For much of the past, China has remained aloof from the crises in MENA. But since the Arab Spring, China has sought to become more politically active in the region. Despite this trend, it is highly unlikely that China’s newfound greater political involvement in the Middle East and its growing economic stakes in the region will translate into military activism. China is expected to continue to deepen its economic and political ties with the region, establish new trade routes and diversify its commerce, and avoid hot spots while happily yielding the Middle East security file to the Western powers, for now.

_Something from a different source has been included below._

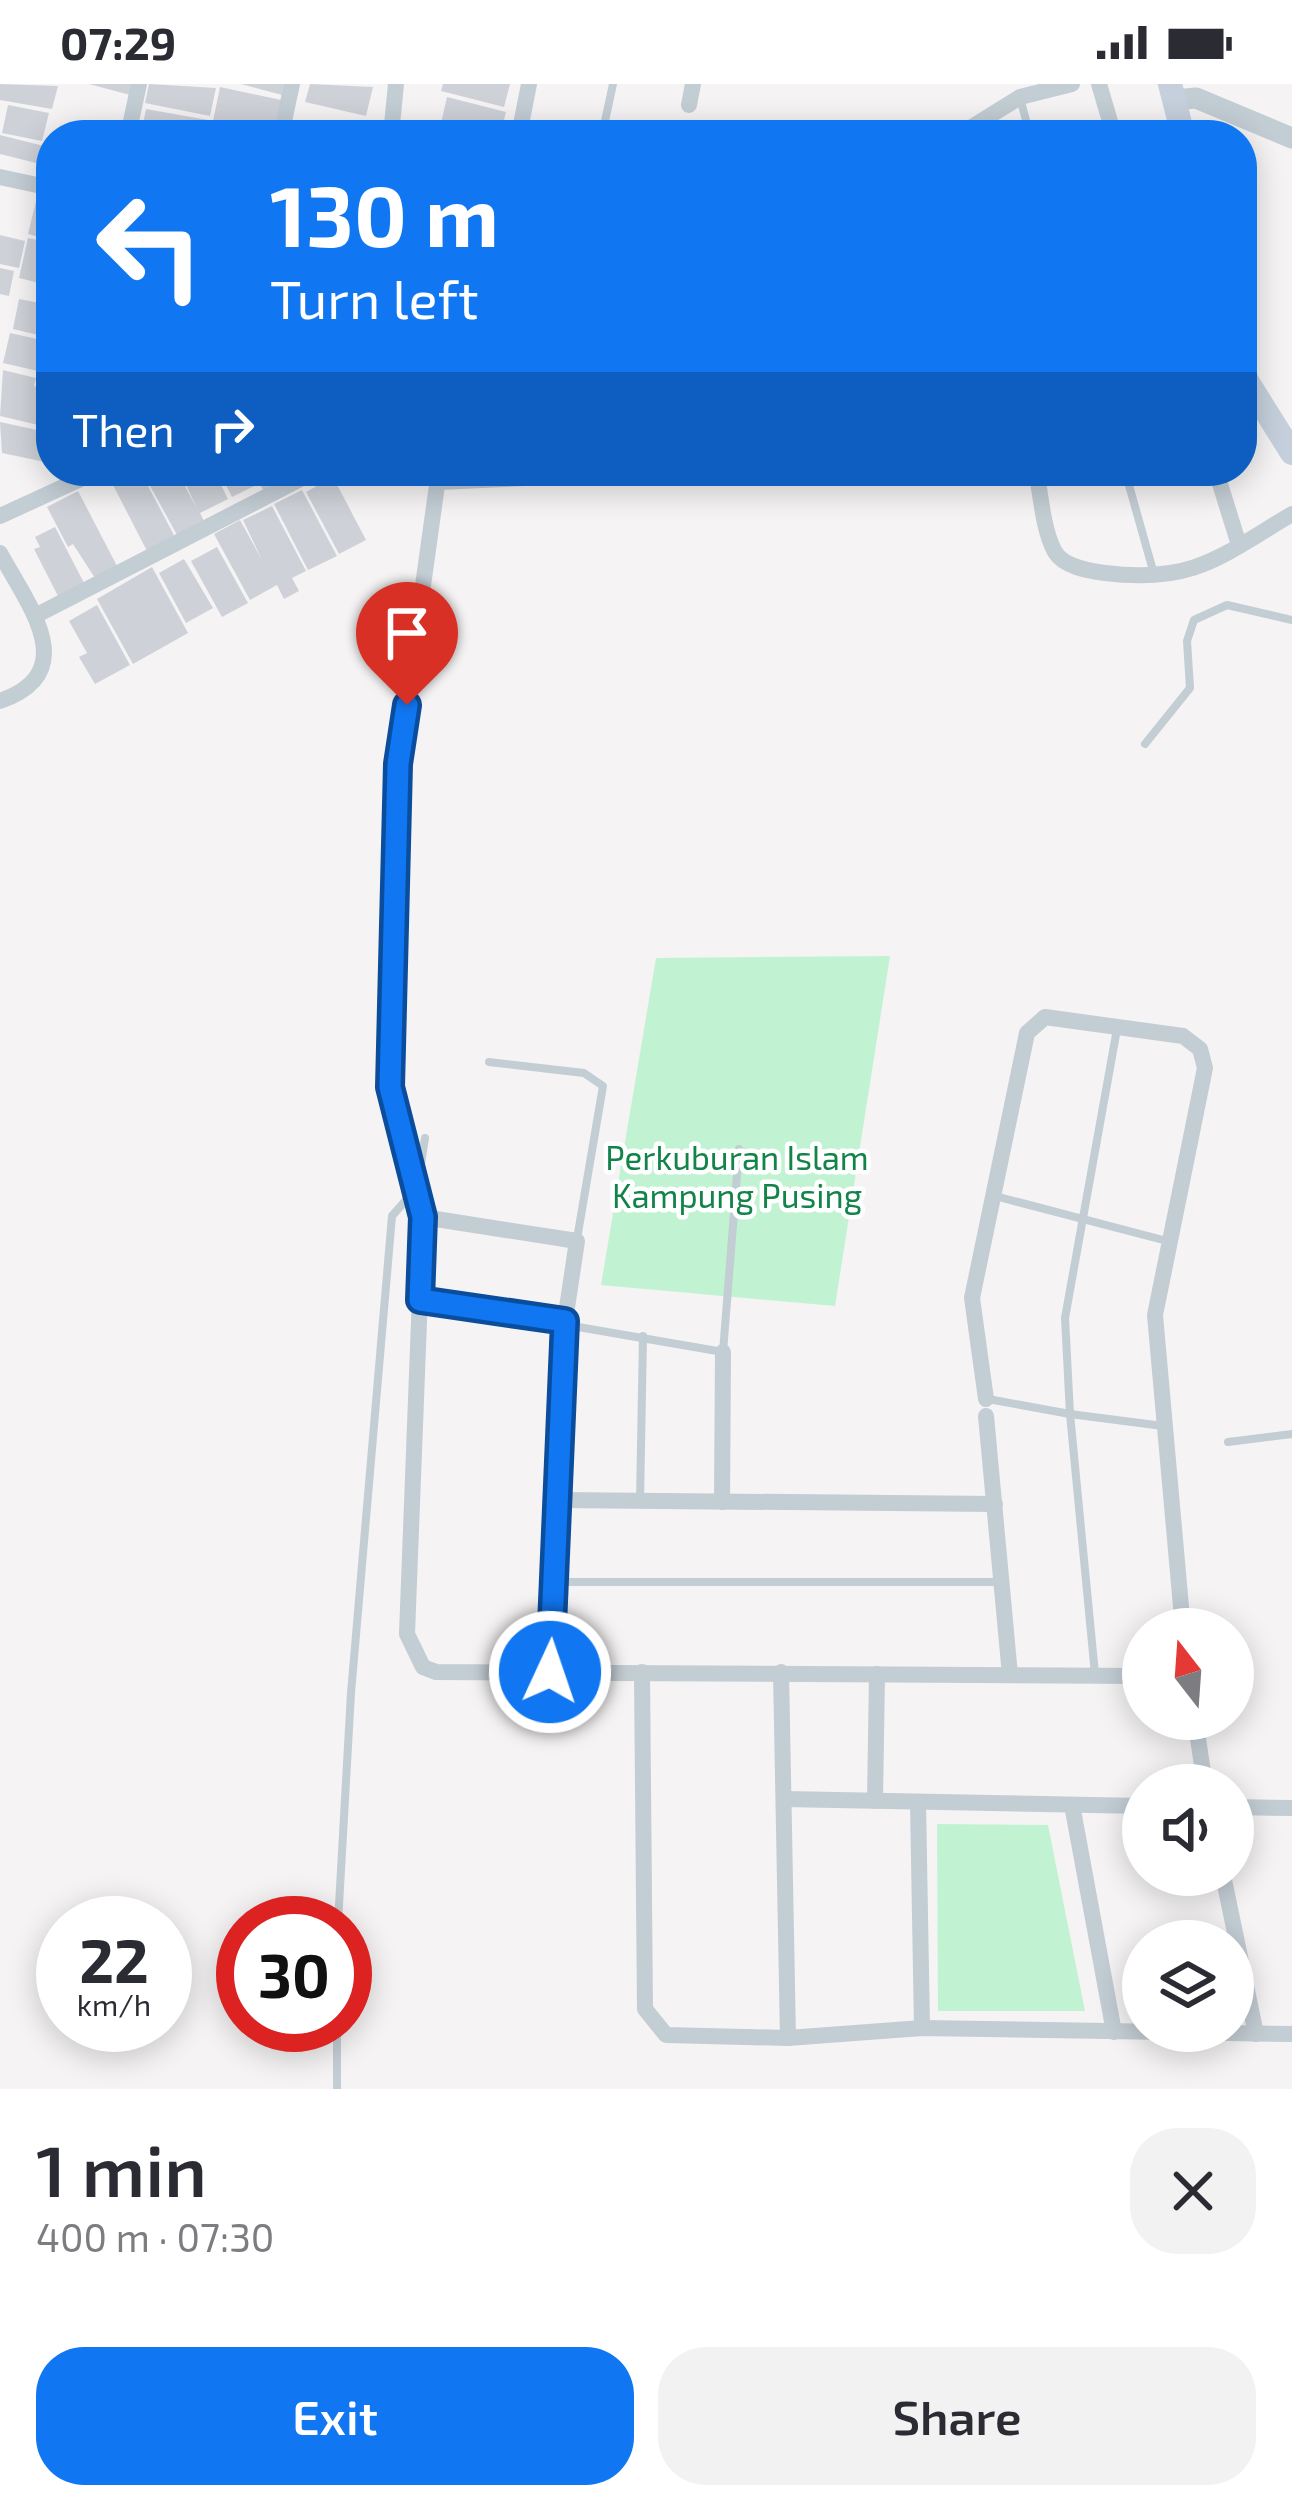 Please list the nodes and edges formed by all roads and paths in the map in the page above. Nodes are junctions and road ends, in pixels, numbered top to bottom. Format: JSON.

While many believe improved ties between Iran and the West, particularly the US, could undermine currently strong Sino-Iranian economic relations, there is a low probability of this scenario. President Xi’s trip to Iran reinforces the country’s importance in China’s One Belt, One Road strategy. Iran and China also announced an upgraded Comprehensive Strategic Partnership during the visit.

Seventeen agreements were signed in sectors covering energy, trade and industry, among others. Meanwhile, President Xi promised to support bilateral trade between China and Iran to reach $600 billion in ten years, a major increase from the current $50 billion. Xi’s visit could not have come at a better time for Beijing, given the sanctions relief and China’s priority of developing a new land and maritime Silk Road.

The writer is CEO and chief economist of Arabia Monitor, a London-based research group.